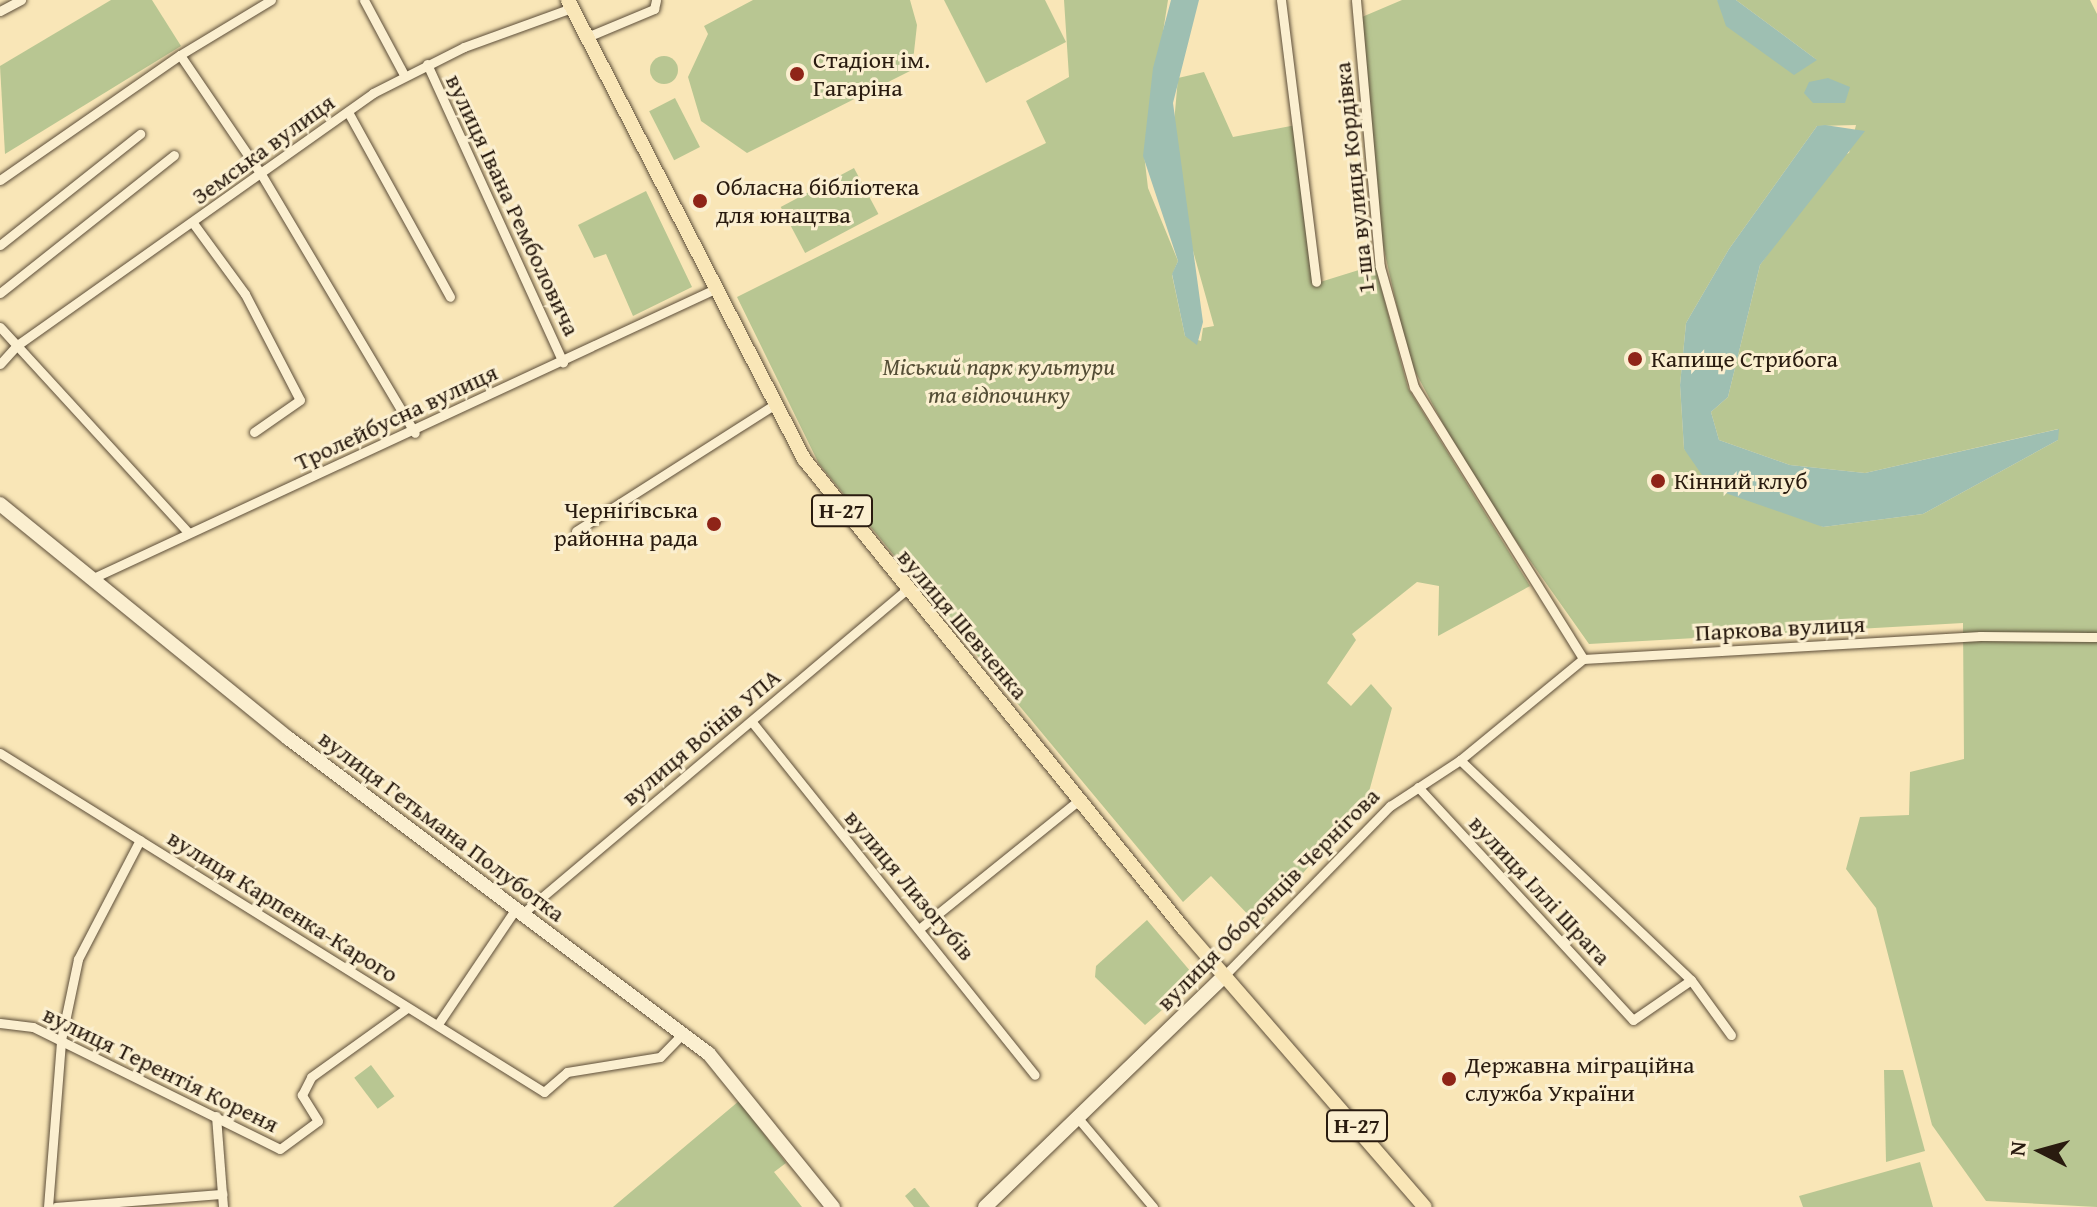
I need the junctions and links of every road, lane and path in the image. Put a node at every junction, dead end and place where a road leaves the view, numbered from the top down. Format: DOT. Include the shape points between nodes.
graph roads {
  1 [pos="21,0"];
  2 [pos="271,0"];
  3 [pos="364,0"];
  4 [pos="656,0"];
  5 [pos="1281,0"];
  6 [pos="1356,0"];
  7 [pos="570,4"];
  8 [pos="0,11"];
  9 [pos="587,37"];
  10 [pos="180,55"];
  11 [pos="427,64"];
  12 [pos="404,75"];
  13 [pos="348,112"];
  14 [pos="140,134"];
  15 [pos="174,155"];
  16 [pos="261,174"];
  17 [pos="0,180"];
  18 [pos="193,223"];
  19 [pos="0,245"];
  20 [pos="1316,282"];
  21 [pos="715,289"];
  22 [pos="0,293"];
  23 [pos="450,297"];
  24 [pos="0,327"];
  25 [pos="16,346"];
  26 [pos="563,362"];
  27 [pos="0,364"];
  28 [pos="774,405"];
  29 [pos="254,432"];
  30 [pos="415,433"];
  31 [pos="0,504"];
  32 [pos="576,531"];
  33 [pos="188,532"];
  34 [pos="91,579"];
  35 [pos="906,590"];
  36 [pos="2097,637"];
  37 [pos="1583,659"];
  38 [pos="752,722"];
  39 [pos="0,753"];
  40 [pos="1460,760"];
  41 [pos="1418,787"];
  42 [pos="1079,800"];
  43 [pos="140,840"];
  44 [pos="519,912"];
  45 [pos="919,929"];
  46 [pos="1224,976"];
  47 [pos="1691,980"];
  48 [pos="407,1008"];
  49 [pos="0,1023"];
  50 [pos="438,1024"];
  51 [pos="683,1033"];
  52 [pos="1731,1035"];
  53 [pos="61,1040"];
  54 [pos="1035,1075"];
  55 [pos="216,1116"];
  56 [pos="1077,1117"];
  57 [pos="222,1194"];
  58 [pos="48,1207"];
  59 [pos="56,1207"];
  60 [pos="223,1207"];
  61 [pos="833,1207"];
  62 [pos="985,1207"];
  63 [pos="1153,1207"];
  64 [pos="1425,1207"];
  1 -- 8 [label="street"];
  2 -- 10 [label="street"];
  3 -- 12 [label="street"];
  4 -- 9 [label="street" via="654,9"];
  5 -- 20 [label="street"];
  6 -- 37 [label="street, 1-ша вулиця Кордівка" via="1387,298 1414,387 1466,479"];
  7 -- 9 [label="main road, вулиця Шевченка / Н-27"];
  7 -- 11 [label="street, Земська вулиця"];
  9 -- 21 [label="main road, вулиця Шевченка / Н-27"];
  10 -- 16 [label="street"];
  10 -- 17 [label="street"];
  11 -- 12 [label="street, Земська вулиця"];
  11 -- 26 [label="street, вулиця Івана Ремболовича"];
  12 -- 13 [label="street, Земська вулиця"];
  13 -- 16 [label="street, Земська вулиця"];
  13 -- 23 [label="street"];
  14 -- 19 [label="street"];
  15 -- 22 [label="street"];
  16 -- 18 [label="street, Земська вулиця"];
  16 -- 30 [label="street"];
  18 -- 25 [label="street, Земська вулиця"];
  18 -- 29 [label="street" via="245,294 300,400"];
  21 -- 26 [label="street, Тролейбусна вулиця"];
  21 -- 28 [label="main road, вулиця Шевченка / Н-27"];
  24 -- 25 [label="street"];
  25 -- 27 [label="street, Земська вулиця"];
  25 -- 33 [label="street"];
  26 -- 30 [label="street, Тролейбусна вулиця"];
  28 -- 32 [label="street"];
  28 -- 35 [label="main road, вулиця Шевченка / Н-27" via="804,459"];
  30 -- 33 [label="street, Тролейбусна вулиця"];
  31 -- 34 [label="street, вулиця Гетьмана Полуботка"];
  33 -- 34 [label="street, Тролейбусна вулиця"];
  34 -- 44 [label="street, вулиця Гетьмана Полуботка"];
  35 -- 38 [label="street, вулиця Воїнів УПА"];
  35 -- 42 [label="main road, вулиця Шевченка / Н-27"];
  36 -- 37 [label="street, Паркова вулиця" via="1980,636"];
  37 -- 40 [label="street, вулиця Оборонців Чернігова"];
  38 -- 44 [label="street, вулиця Воїнів УПА"];
  38 -- 45 [label="street, вулиця Лизогубів"];
  39 -- 43 [label="street, вулиця Карпенка-Карого"];
  40 -- 41 [label="street, вулиця Оборонців Чернігова"];
  40 -- 47 [label="street"];
  41 -- 46 [label="street, вулиця Оборонців Чернігова" via="1390,806"];
  41 -- 47 [label="street, вулиця Іллі Шрага" via="1633,1020"];
  42 -- 45 [label="street"];
  42 -- 46 [label="main road, вулиця Шевченка / Н-27"];
  43 -- 48 [label="street, вулиця Карпенка-Карого"];
  43 -- 53 [label="street" via="78,959"];
  44 -- 50 [label="street, вулиця Воїнів УПА"];
  44 -- 51 [label="street, вулиця Гетьмана Полуботка"];
  45 -- 54 [label="street, вулиця Лизогубів"];
  46 -- 56 [label="street, вулиця Оборонців Чернігова"];
  46 -- 64 [label="main road, вулиця Шевченка / Н-27"];
  47 -- 52 [label="street"];
  48 -- 50 [label="street, вулиця Карпенка-Карого"];
  48 -- 55 [label="street, вулиця Терентія Кореня" via="311,1077 302,1095 318,1121 280,1149"];
  49 -- 53 [label="street, вулиця Терентія Кореня"];
  50 -- 51 [label="street, вулиця Карпенка-Карого" via="544,1092 567,1072 660,1057"];
  51 -- 61 [label="street, вулиця Гетьмана Полуботка" via="709,1054"];
  53 -- 55 [label="street, вулиця Терентія Кореня"];
  53 -- 58 [label="street"];
  55 -- 57 [label="street"];
  56 -- 62 [label="street, вулиця Оборонців Чернігова"];
  56 -- 63 [label="street"];
  57 -- 59 [label="street"];
  57 -- 60 [label="street"];
}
::::::
- [Problem description]: The string "Тролейбусна" marks the lines to return from the material. Copy each one.

- [Response for this exercise]:
  21 -- 26 [label="street, Тролейбусна вулиця"];
  26 -- 30 [label="street, Тролейбусна вулиця"];
  30 -- 33 [label="street, Тролейбусна вулиця"];
  33 -- 34 [label="street, Тролейбусна вулиця"];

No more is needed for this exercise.